**WHAT YOU ARE ASKED TO DO:**
Every entry below must be transcribed word for word, and the images must be left out.

**Stored items:**
⁂
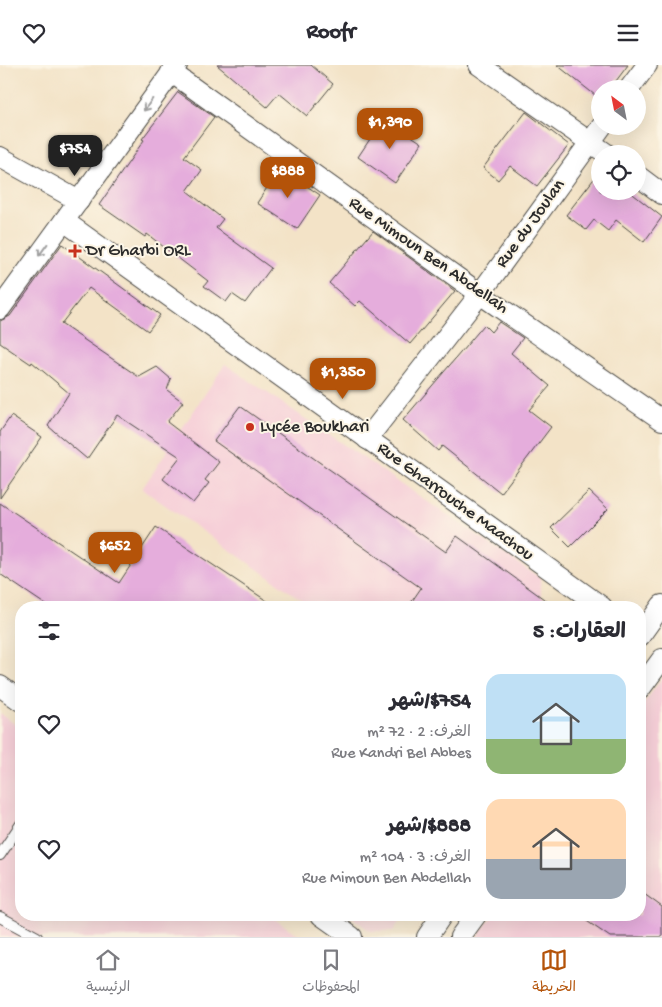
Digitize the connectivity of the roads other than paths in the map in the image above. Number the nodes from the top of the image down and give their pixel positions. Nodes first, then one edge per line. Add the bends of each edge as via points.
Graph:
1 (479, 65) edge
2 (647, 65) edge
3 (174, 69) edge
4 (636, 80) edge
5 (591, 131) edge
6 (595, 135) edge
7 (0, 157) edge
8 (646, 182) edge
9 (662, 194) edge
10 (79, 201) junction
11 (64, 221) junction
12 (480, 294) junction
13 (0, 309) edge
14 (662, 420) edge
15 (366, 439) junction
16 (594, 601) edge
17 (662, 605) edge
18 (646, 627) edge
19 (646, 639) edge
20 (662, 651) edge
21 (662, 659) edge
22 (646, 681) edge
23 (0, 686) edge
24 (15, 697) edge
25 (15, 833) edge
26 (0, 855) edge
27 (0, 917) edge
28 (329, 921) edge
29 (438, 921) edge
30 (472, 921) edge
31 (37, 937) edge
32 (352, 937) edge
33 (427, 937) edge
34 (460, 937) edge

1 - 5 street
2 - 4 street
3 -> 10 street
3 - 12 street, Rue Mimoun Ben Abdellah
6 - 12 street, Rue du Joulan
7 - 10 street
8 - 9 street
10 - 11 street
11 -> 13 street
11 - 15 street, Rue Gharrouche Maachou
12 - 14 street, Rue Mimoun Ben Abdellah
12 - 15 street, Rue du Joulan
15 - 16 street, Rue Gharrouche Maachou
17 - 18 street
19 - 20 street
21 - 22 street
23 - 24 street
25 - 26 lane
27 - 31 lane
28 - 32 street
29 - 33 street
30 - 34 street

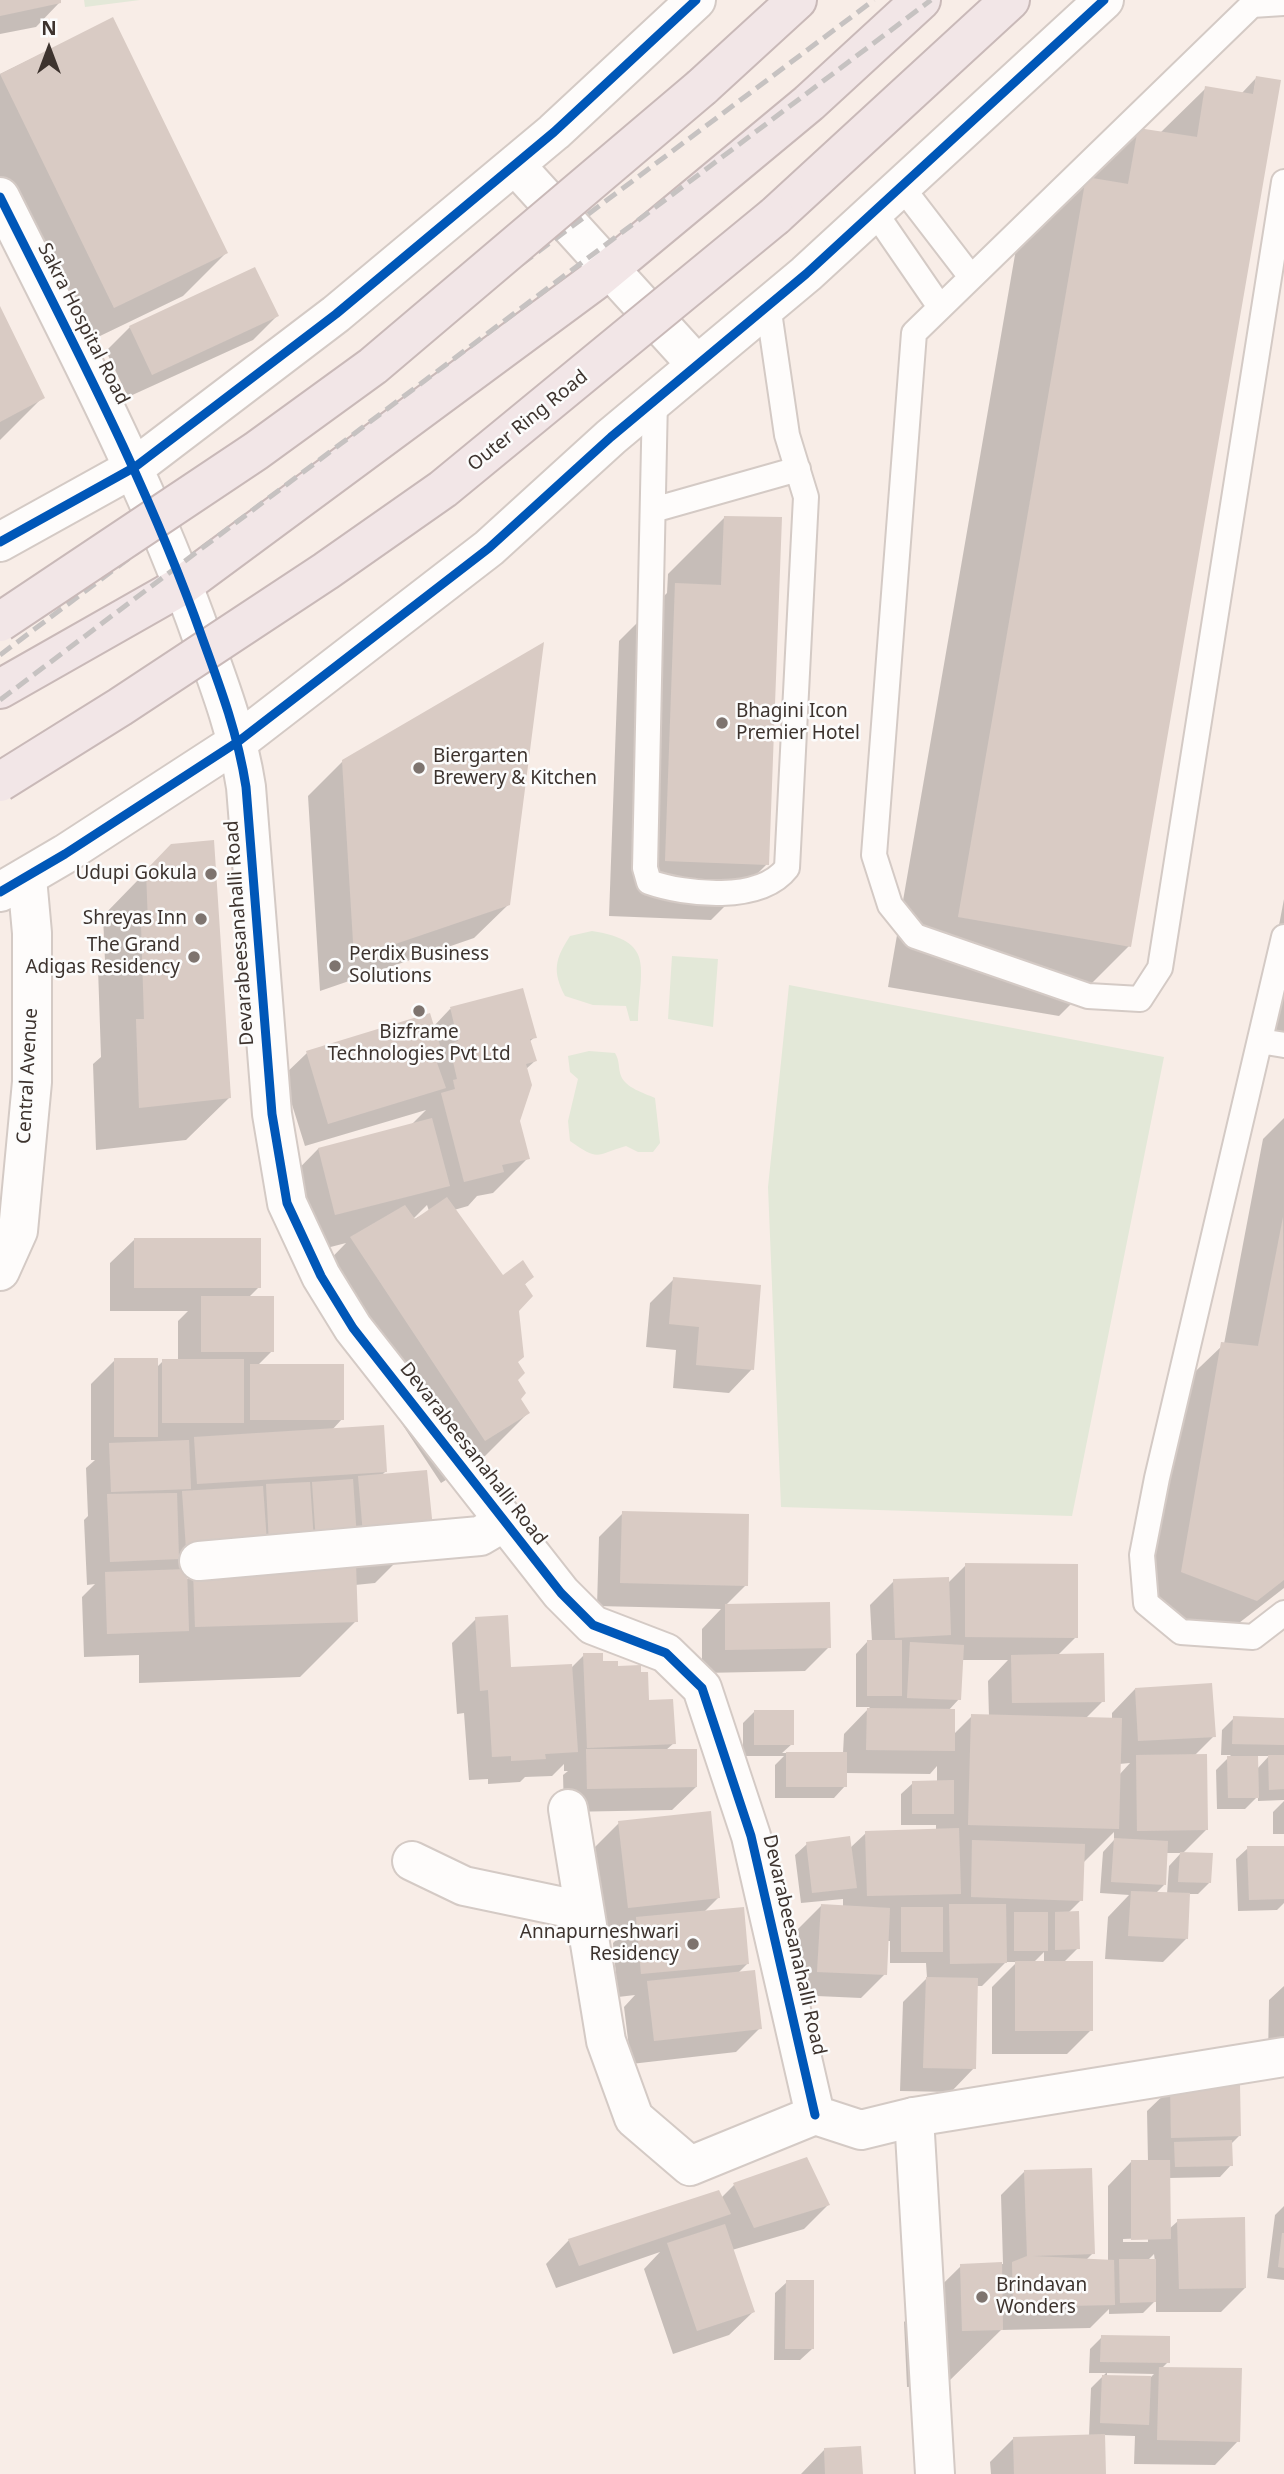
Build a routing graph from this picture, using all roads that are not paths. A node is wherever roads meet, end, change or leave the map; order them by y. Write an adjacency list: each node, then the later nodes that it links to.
⁂
**YOUR SOLUTION:**
Digitize the connectivity of the roads other than paths in the map in the image above. Number the nodes from the top of the image down and give their pixel positions. Nodes first, then one edge per line. Add the bends of each edge as via points.
Graph:
1 (479, 65) edge
2 (647, 65) edge
3 (174, 69) edge
4 (636, 80) edge
5 (591, 131) edge
6 (595, 135) edge
7 (0, 157) edge
8 (646, 182) edge
9 (662, 194) edge
10 (79, 201) junction
11 (64, 221) junction
12 (480, 294) junction
13 (0, 309) edge
14 (662, 420) edge
15 (366, 439) junction
16 (594, 601) edge
17 (662, 605) edge
18 (646, 627) edge
19 (646, 639) edge
20 (662, 651) edge
21 (662, 659) edge
22 (646, 681) edge
23 (0, 686) edge
24 (15, 697) edge
25 (15, 833) edge
26 (0, 855) edge
27 (0, 917) edge
28 (329, 921) edge
29 (438, 921) edge
30 (472, 921) edge
31 (37, 937) edge
32 (352, 937) edge
33 (427, 937) edge
34 (460, 937) edge

1 - 5 street
2 - 4 street
3 -> 10 street
3 - 12 street, Rue Mimoun Ben Abdellah
6 - 12 street, Rue du Joulan
7 - 10 street
8 - 9 street
10 - 11 street
11 -> 13 street
11 - 15 street, Rue Gharrouche Maachou
12 - 14 street, Rue Mimoun Ben Abdellah
12 - 15 street, Rue du Joulan
15 - 16 street, Rue Gharrouche Maachou
17 - 18 street
19 - 20 street
21 - 22 street
23 - 24 street
25 - 26 lane
27 - 31 lane
28 - 32 street
29 - 33 street
30 - 34 street

Build a routing graph from this picture, using all roads that are not paths. A node is wherever roads meet, end, change or leave the map; order them by y. Write an adjacency list: each node, then the later nodes that it links to.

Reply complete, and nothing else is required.